Quand on examine bien l’écu de Saint-Palais « à la cravate » millésime 1672, on s’aperçoit que non seulement le portait est nouveau mais aussi l’écusson du revers. En effet, il montre les armes de Navarre sous la forme de chaînes réunies alors que l’habitude avait été prise depuis des années de remplacer ces chaînes par de simples points fermés tandis que les chaînes montrent des annelets ouverts. L’écu de 1672 est donc une pièce totalement nouvelle par rapport aux précédents écus frappés à Saint-Palais depuis 1652. Le blason lui-même est un peu différent de celui des écus précédents frappés de 1667 à 1671 et le millésime 1672 est placé avec difficulté, avec des poinçons de chiffres différents de ceux utilisés pour les millésimes précédents 1670 et 1671. Enfin, un différent inédit, que j’ai déjà signalé, à savoir un soleil, apparaît au-dessus du portrait de Louis XIV alors qu’il est absent des exemplaires 1667-1671. Je pense que ce soleil est le différent du graveur auquel on doit la réalisation de cet écu à la cravate 1672 et que ce graveur était local du fait qu’il savait que l’écu de Navarre était constitué de chaînes et non de points, comme un usage récent l’avait établi.

Dans ces conditions, tout en conservant l’hypothèse du poinçon d’effigie venu de Toulouse, nous ne pouvons pas écarter une fourniture directe d’un nouveau poinçon d’effigie à Saint-Palais par Warin, opération non inscrite au registre de la Cour des monnaies des poinçons et matrices déposés au greffe, du fait du statut particulier des ateliers béarnais.
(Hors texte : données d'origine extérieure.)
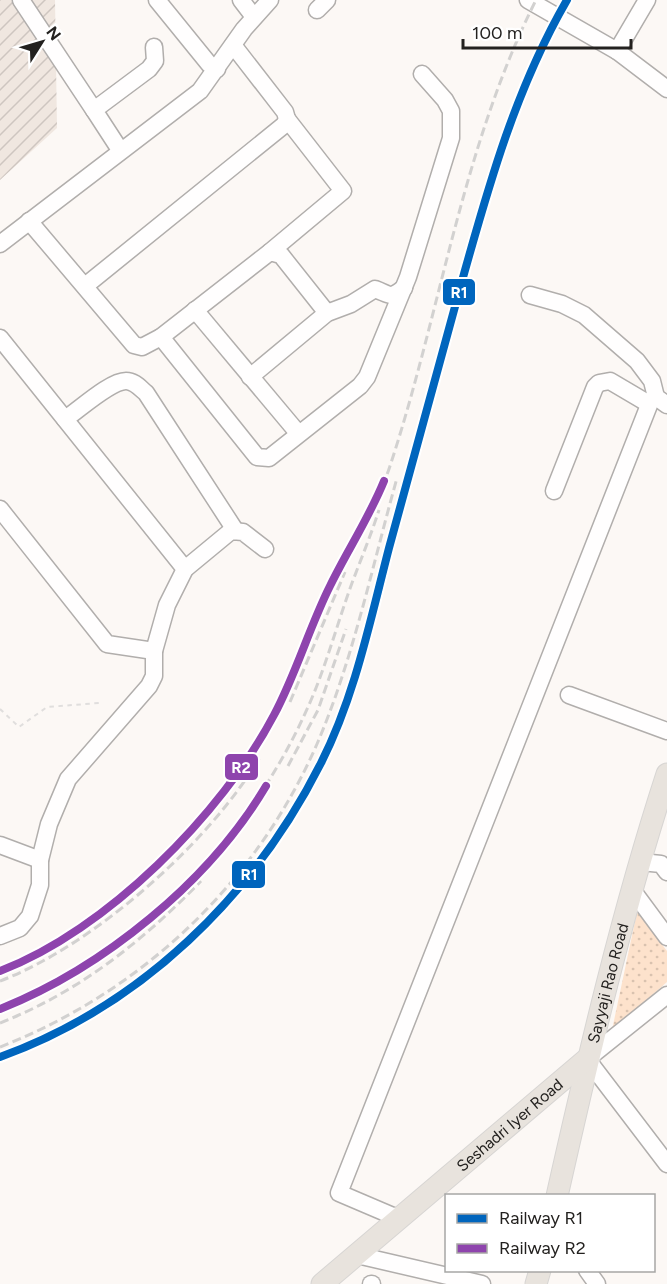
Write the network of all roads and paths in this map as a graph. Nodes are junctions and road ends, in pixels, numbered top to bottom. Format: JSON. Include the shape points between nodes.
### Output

En revanche, à cause de la présence des chaînes, je ne pense pas que l’écusson du revers ait été fourni par Warin mais qu’il est le résultat d’un travail local.

Selon Fernand Arbez (RN 1996, p. 299-300), 29 651 exemplaires ont été frappés pour un poids total de 3 296 marcs 1 once 21 deniers1. Sur ces 29 651 exemplaires, 8 seulement avaient été retrouvés à la date de février 2014 quand j’ai publié dans le BSFN avec Emmanuel Henry le recensement des exemplaires aujourd’hui existants (BSFN, février 2014, p. 58-61), ce recensement complétant notre communication du 30 mars 2013 (BSFN, avril 2013, p. 80-82), laquelle avait pris par référence la communication précitée de juin 1994. Emmanuel et moi-même avions alors communiqué le pedigree de ces 8 exemplaires alors connus, dont nous avions localisé tous les propriétaires actuels, sauf l’un d’entre eux. L’un de ces propriétaires appelé alors « le collectionneur du Nord » était Jocelyn Dezitter, aujourd’hui décédé.

Le 9e exemplaire récemment découvert est proposé par CGB.fr dans sa Live Auction du 9 mars 2021 (bry_647451). Il provient de la vente aux enchères Millon réalisée à Nice le 22 octobre 2020, n° 137. Ayant eu en mains les huit autres, dont les deux plus beaux connus, celui de la collection abbé Jacques Thiliez récemment décédé provenant des anciennes collections Barbier (vente 1936) et Montalant (vente Vinchon 1977), ainsi que celui de la collection Max Allard (vente Burgan 1996, ancienne vente Schulman, peut-être collection Paul de Baecke), celui-ci me paraît au moins équivalent sinon de meilleure qualité, tant au droit qu’au revers, le revers étant moins beau sur ces deux exemplaires Thilliez et Allard. J’exprime donc une préférence pour celui-ci qui est très bien conservé dans son ensemble, notamment en ce qui concerne le portrait de Louis XIV. La pièce présente un petit défaut de flan, dû au découpage2. Ce défaut est courant sur les monnaies de la même époque frappées dans les trois ateliers béarnais de Pau, Morlaàs et Saint-Palais. Il n’est donc pas rédhibitoire.

Christian CHARLET

1 - Information d’Arnaud Clairand.
2 - Écu présentant de petits coups sur la tranche.